What is expected —
Retype exactly the lines from the one holding "ring pip: (752, 848)" through the final line of the data, both included.

(Pictured people or hands with joints)
__________________________________________________

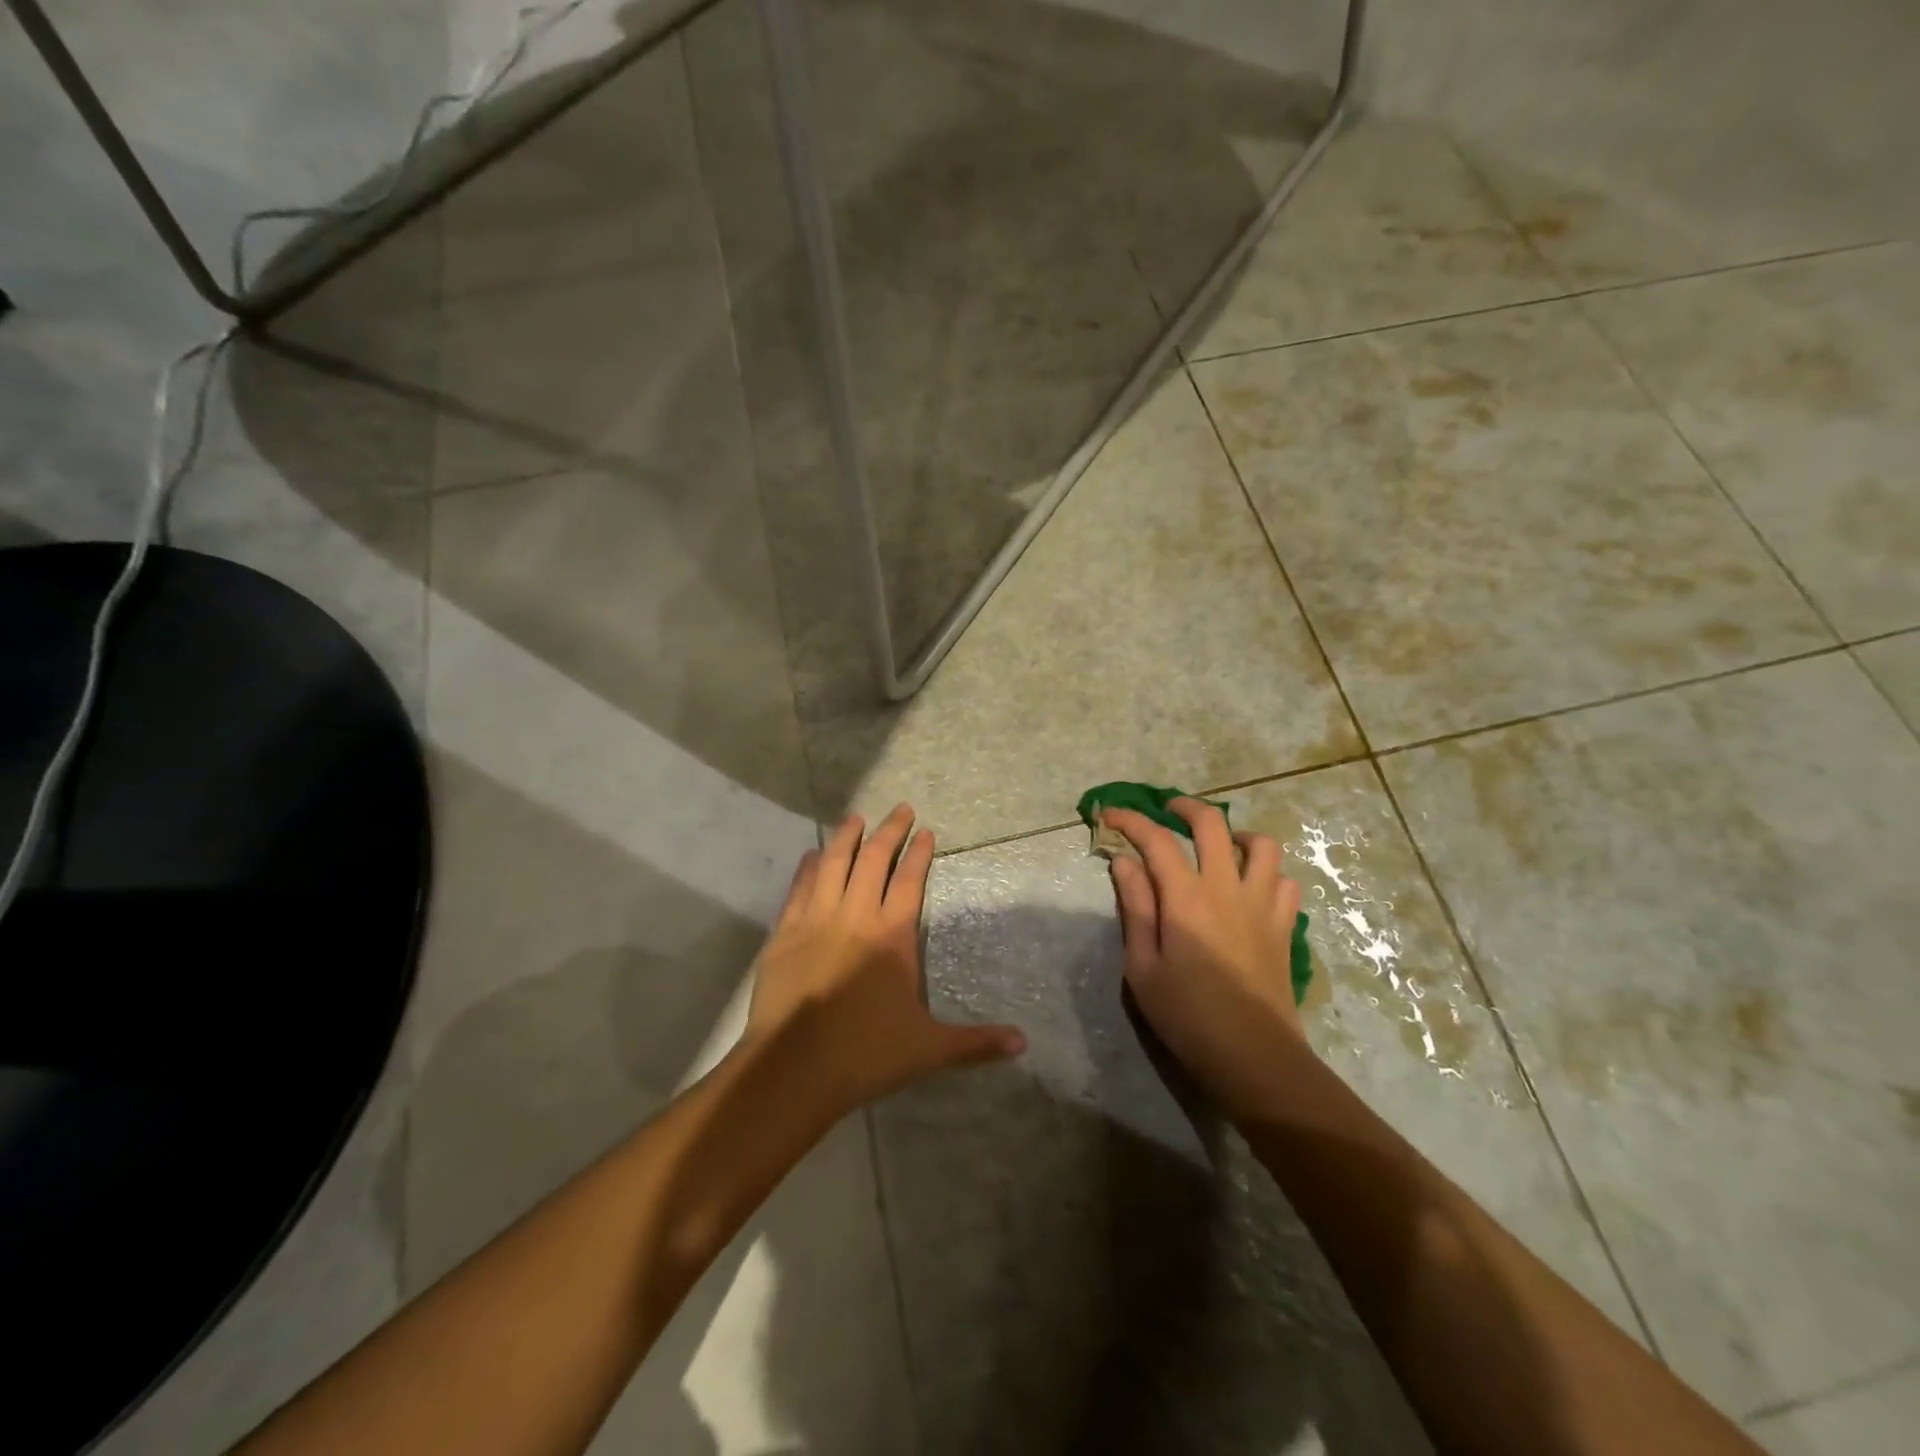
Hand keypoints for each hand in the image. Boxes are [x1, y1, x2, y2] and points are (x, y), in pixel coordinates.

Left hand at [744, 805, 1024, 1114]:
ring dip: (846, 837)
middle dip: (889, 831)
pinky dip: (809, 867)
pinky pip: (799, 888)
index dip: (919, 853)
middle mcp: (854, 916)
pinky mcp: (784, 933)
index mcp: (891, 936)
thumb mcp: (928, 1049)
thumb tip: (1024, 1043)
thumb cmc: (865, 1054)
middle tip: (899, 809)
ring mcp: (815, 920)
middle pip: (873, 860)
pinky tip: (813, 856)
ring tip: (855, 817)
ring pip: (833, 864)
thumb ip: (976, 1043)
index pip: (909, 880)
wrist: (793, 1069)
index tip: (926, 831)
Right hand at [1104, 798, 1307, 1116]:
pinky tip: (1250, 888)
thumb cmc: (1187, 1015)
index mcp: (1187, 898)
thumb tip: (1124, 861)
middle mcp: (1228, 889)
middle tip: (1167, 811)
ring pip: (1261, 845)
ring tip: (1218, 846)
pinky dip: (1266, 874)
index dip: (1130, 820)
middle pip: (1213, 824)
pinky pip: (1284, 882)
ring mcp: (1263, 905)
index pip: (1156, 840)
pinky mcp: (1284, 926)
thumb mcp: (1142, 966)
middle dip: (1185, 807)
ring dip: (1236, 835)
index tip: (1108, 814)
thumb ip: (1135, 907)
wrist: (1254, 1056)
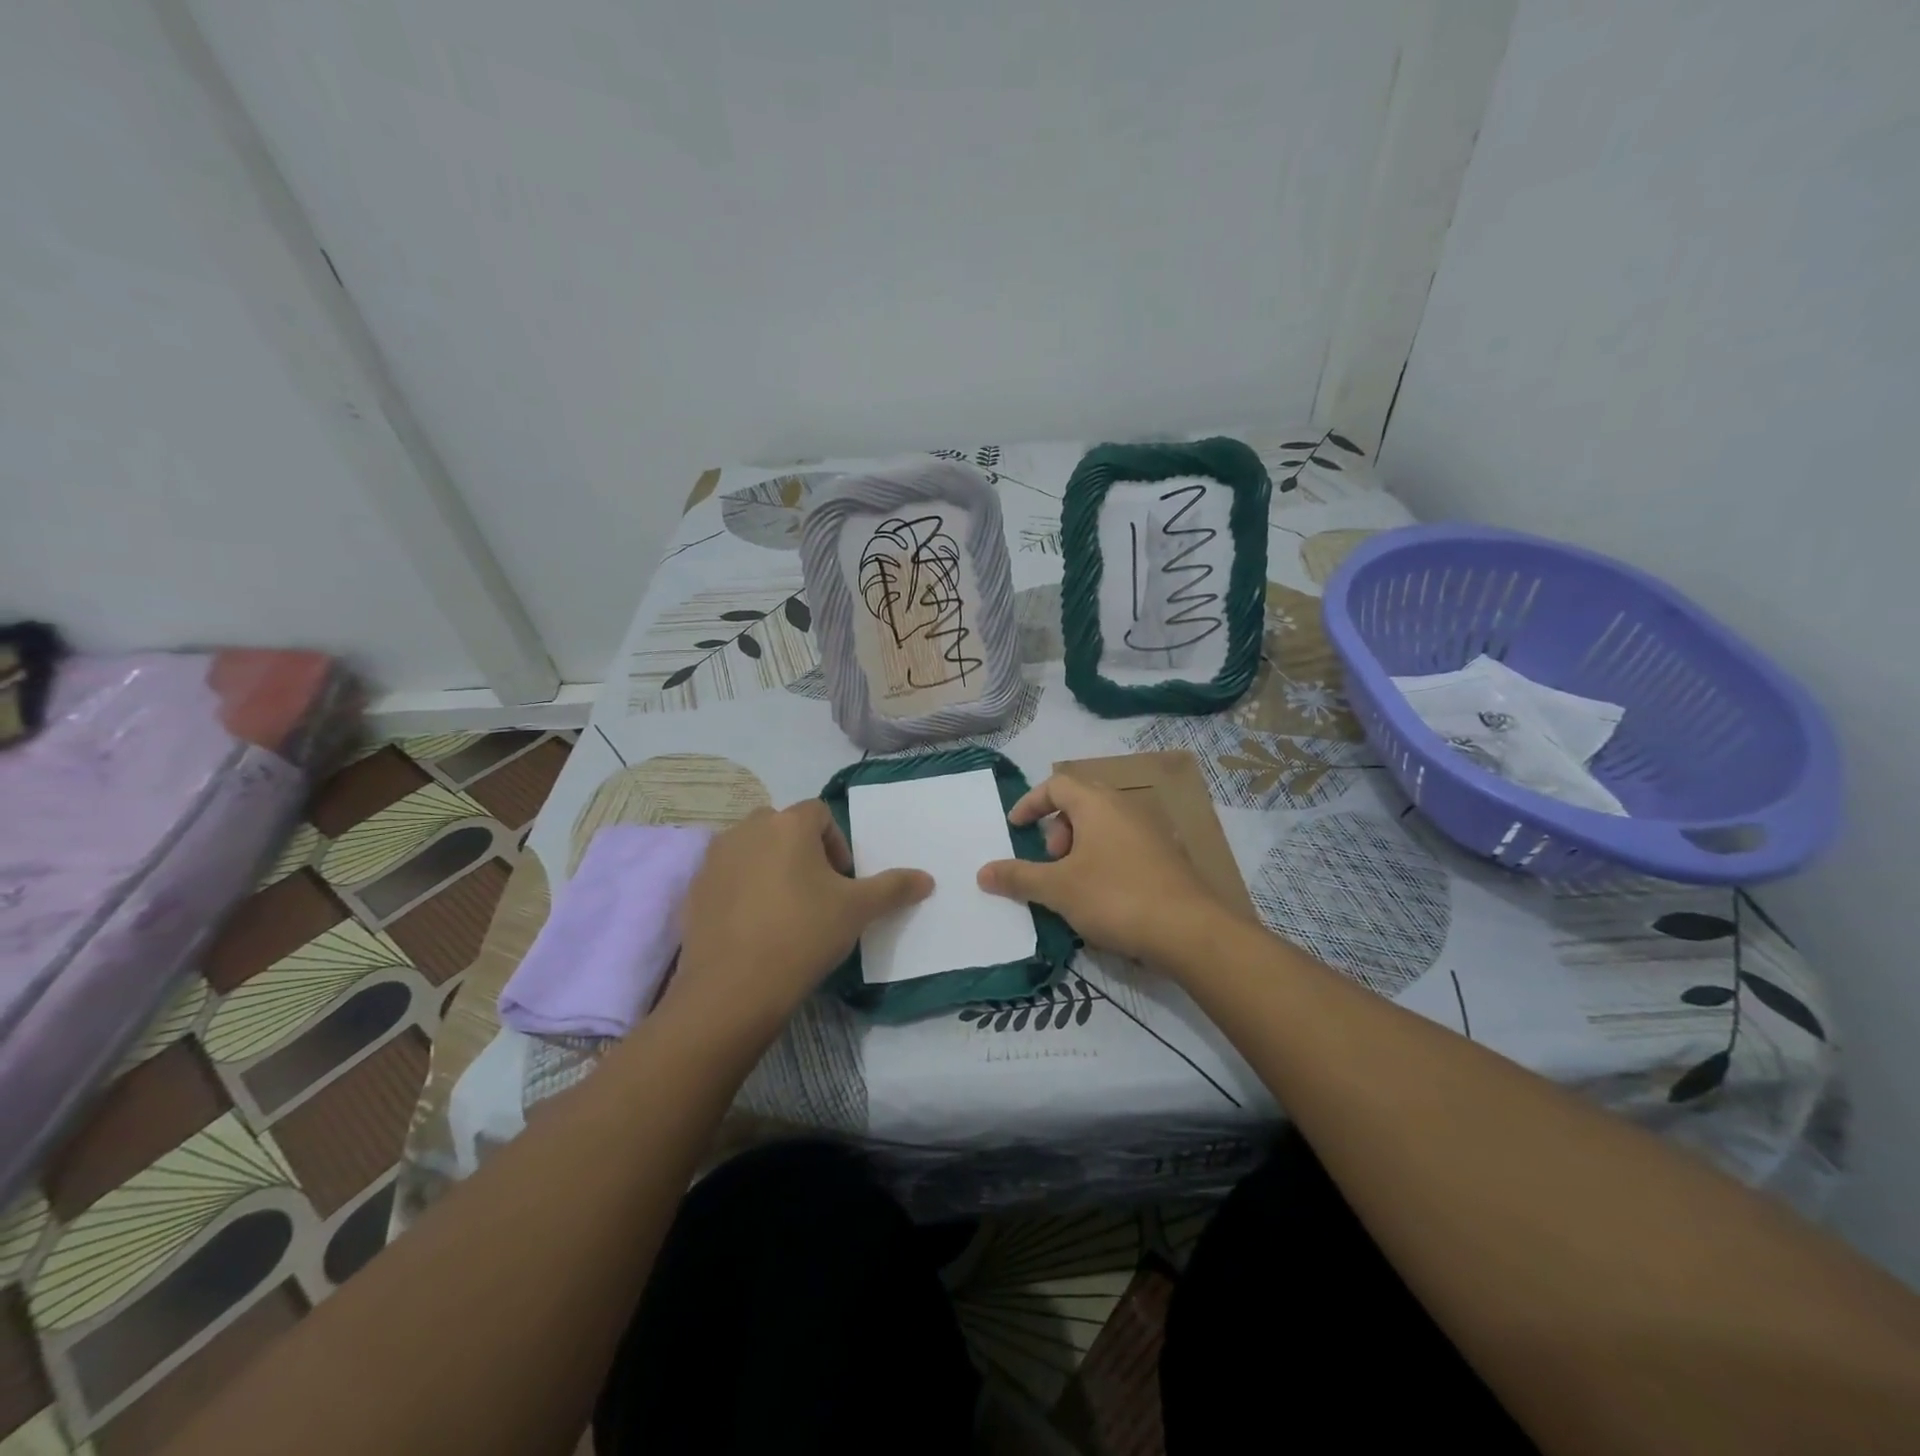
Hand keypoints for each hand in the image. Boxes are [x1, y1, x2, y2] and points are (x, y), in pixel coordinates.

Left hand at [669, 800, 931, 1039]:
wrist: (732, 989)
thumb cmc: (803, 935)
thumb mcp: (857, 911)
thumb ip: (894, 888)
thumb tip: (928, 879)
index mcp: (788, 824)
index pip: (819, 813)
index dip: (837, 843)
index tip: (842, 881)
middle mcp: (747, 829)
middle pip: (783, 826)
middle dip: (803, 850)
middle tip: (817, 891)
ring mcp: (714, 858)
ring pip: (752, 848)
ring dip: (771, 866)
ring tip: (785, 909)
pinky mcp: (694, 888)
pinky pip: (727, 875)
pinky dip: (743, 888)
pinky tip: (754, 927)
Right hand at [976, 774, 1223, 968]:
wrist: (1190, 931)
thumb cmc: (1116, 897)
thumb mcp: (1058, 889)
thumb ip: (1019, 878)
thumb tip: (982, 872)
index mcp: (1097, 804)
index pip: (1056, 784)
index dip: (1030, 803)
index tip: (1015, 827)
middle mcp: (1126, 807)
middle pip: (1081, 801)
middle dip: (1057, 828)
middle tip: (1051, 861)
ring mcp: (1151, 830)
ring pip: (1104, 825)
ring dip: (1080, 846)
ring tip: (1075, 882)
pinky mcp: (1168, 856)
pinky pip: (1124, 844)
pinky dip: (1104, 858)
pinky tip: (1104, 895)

__________________________________________________

Answer to this problem —
ring pip: (752, 848)
ring dip: (771, 866)
ring tip: (785, 909)
pinky mcp: (694, 888)
pinky pip: (727, 875)
pinky dip: (743, 888)
pinky tip: (754, 927)
Right hand at [976, 774, 1223, 968]:
wrist: (1190, 931)
thumb cmc: (1116, 897)
thumb mcp: (1058, 889)
thumb ip: (1019, 878)
thumb tip: (982, 872)
index mcp: (1097, 804)
index pip: (1056, 784)
index dip: (1030, 803)
index tip: (1015, 827)
middle mcp: (1126, 807)
middle pip: (1081, 801)
middle dip: (1057, 828)
middle tip: (1051, 861)
ring mcp: (1151, 830)
ring pip: (1104, 825)
ring dip: (1080, 846)
ring tip: (1075, 882)
pinky mcp: (1168, 856)
pinky pip: (1124, 844)
pinky dip: (1104, 858)
pinky tip: (1104, 895)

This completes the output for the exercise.